Parents can customize their accounts so that specific information is automatically e-mailed to them, Hunsicker says. They can request updates when newsletters are added or when events are coming up. They can also have academic updates sent on a weekly, biweekly or monthly basis. They can even use the computers in NHA schools’ computer labs to log into their AtSchool accounts.

Huizenga believes that such tools will transform education. A century ago, doctors didn’t always have the resources to make specific diagnoses, so their remedies weren’t very precise. Similarly, he says, traditional schools don’t get enough information in time to address gaps in learning. However, with rapid assessment tools, schools will be able to constantly adjust a curriculum to ensure that students learn the necessary skills.

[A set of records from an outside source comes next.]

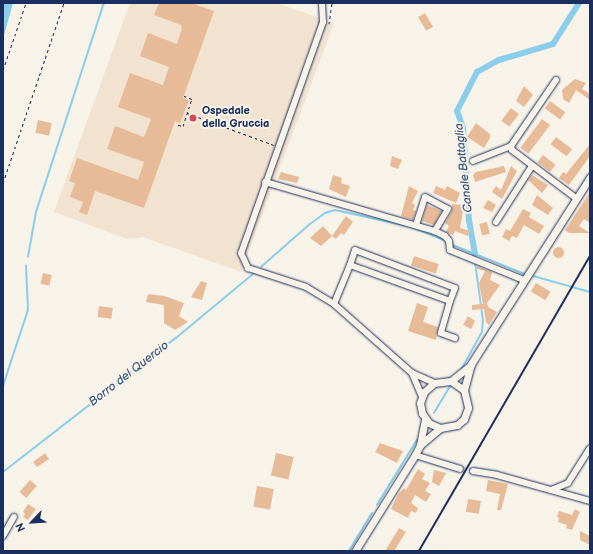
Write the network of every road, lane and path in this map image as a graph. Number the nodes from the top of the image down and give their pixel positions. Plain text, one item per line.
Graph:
1 (26, 3) edge
2 (64, 3) edge
3 (322, 3) edge
4 (3, 70) edge
5 (556, 80) dead end
6 (184, 96) dead end
7 (187, 113) junction
8 (178, 124) dead end
9 (510, 146) junction
10 (278, 147) junction
11 (473, 161) dead end
12 (532, 166) junction
13 (590, 177) edge
14 (265, 182) junction
15 (3, 183) edge
16 (576, 198) junction
17 (496, 222) dead end
18 (416, 225) junction
19 (435, 231) junction
20 (350, 265) junction
21 (524, 280) junction
22 (450, 301) junction
23 (334, 304) junction
24 (455, 338) dead end
25 (472, 364) junction
26 (412, 373) junction
27 (451, 381) junction
28 (434, 383) junction
29 (464, 390) junction
30 (422, 396) junction
31 (425, 419) junction
32 (440, 428) junction
33 (420, 445) junction
34 (590, 448) edge
35 (415, 455) junction
36 (460, 469) tunnel mouth
37 (473, 471) tunnel mouth
38 (549, 490) junction
39 (590, 502) edge
40 (14, 517) dead end
41 (3, 536) edge
42 (355, 551) edge

1 - 4 path
2 - 15 path
3 - 10 street
5 - 9 street
6 - 7 path
7 - 8 path
7 - 10 path
9 - 11 street
9 - 12 street
10 - 14 street
12 - 16 street
12 - 17 street
13 - 16 main road
14 - 18 street
14 - 23 street
16 - 21 main road
18 - 19 street
18 - 19 street
19 - 21 street
20 - 22 street
20 - 22 street
20 - 23 street
21 - 25 main road
22 - 24 street
23 - 26 street
25 - 27 main road
25 - 29 main road
26 - 28 street
26 - 30 street
27 - 28 main road
27 - 29 main road
28 - 30 main road
29 - 32 main road
30 - 31 main road
31 - 32 main road
31 - 33 main road
32 - 33 main road
33 - 35 main road
34 - 38 street
35 - 36 street
35 - 42 main road
37 - 38 street
38 - 39 street
40 - 41 street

“A computer, through its analytical software, can understand what’s going on inside a child’s brain,” Huizenga explains. “Then it can offer exercises and remediation to mitigate a child’s learning gaps.

“We’re not quite there yet, but we’re getting there. Who’s going to be the quickest with the solutions? Do you think it’s going to be the government? I don’t think so. I think the private sector is more resourceful.”

WHEN I.T. ALL COMES TOGETHER

Last summer, the IT team at National Heritage Academies (NHA) upgraded 3,000 computers in 39 schools from Microsoft Windows 2000 to XP in two weeks. This summer’s to-do list included taking out 700 computers and installing 900 new ones. And all that work was done without an NHA employee laying a finger on a computer.

The organization retires computers after four years, so by labeling them with different colored dots to indicate the year they were installed, NHA’s vendor partners can handle the PC refresh program on their own. Each year, CDW•G ships new computers to NHA schools that automatically load the organization’s software package the first time they’re plugged in. CDW•G also puts a power strip, a pair of headphones and a network cable into every computer box it ships, so it’s entirely plug-and-play.

If NHA schools run into problems, they can call an 800 number that is staffed by NHA’s outsourced help desk. For more serious issues, the Grand Rapids IT office taps its support contract with Hewlett-Packard (HP) or Ricoh. Otherwise, the Grand Rapids office will ship new computers or equipment to schools from its extra stock.

NHA’s IT efficiency is largely due to the fact that it has standardized on all its technology. It uses HP desktops and switches, Ricoh printers, the Windows XP operating system and a suite of educational software with about 10 to 15 titles.

“And that’s really it,” says NHA IT Director Max Hunsicker. “We question the way we spend money and look for maximum value at a very high quality level.”

One of Hunsicker’s biggest challenges is to continue to provide technology services that can scale with the growth of the organization. For instance, NHA’s desktop model works today, but Hunsicker’s not sure it will hold up in the future.

So his team is working on an initiative called Reinventing the Client Experience, in which they’re exploring everything to do with computers: how they’re configured; where they reside; how students and faculty interact with computers; how to leverage the wide area network; and the potential benefits of shifting from traditional desktops and notebooks to centralized computing using thin clients, blade PCs and handhelds in the future.

Another challenge is managing growing customer expectations, Hunsicker says.

“We no longer need to drive technology projects,” he explains. “Our customers are bringing technology-related projects to the table at record paces, and it’s something we’re getting our arms around. It’s refreshing because the organization is realizing the power that technology can bring.”

Melissa Solomon is a New York-based freelance writer who specializes in information technology.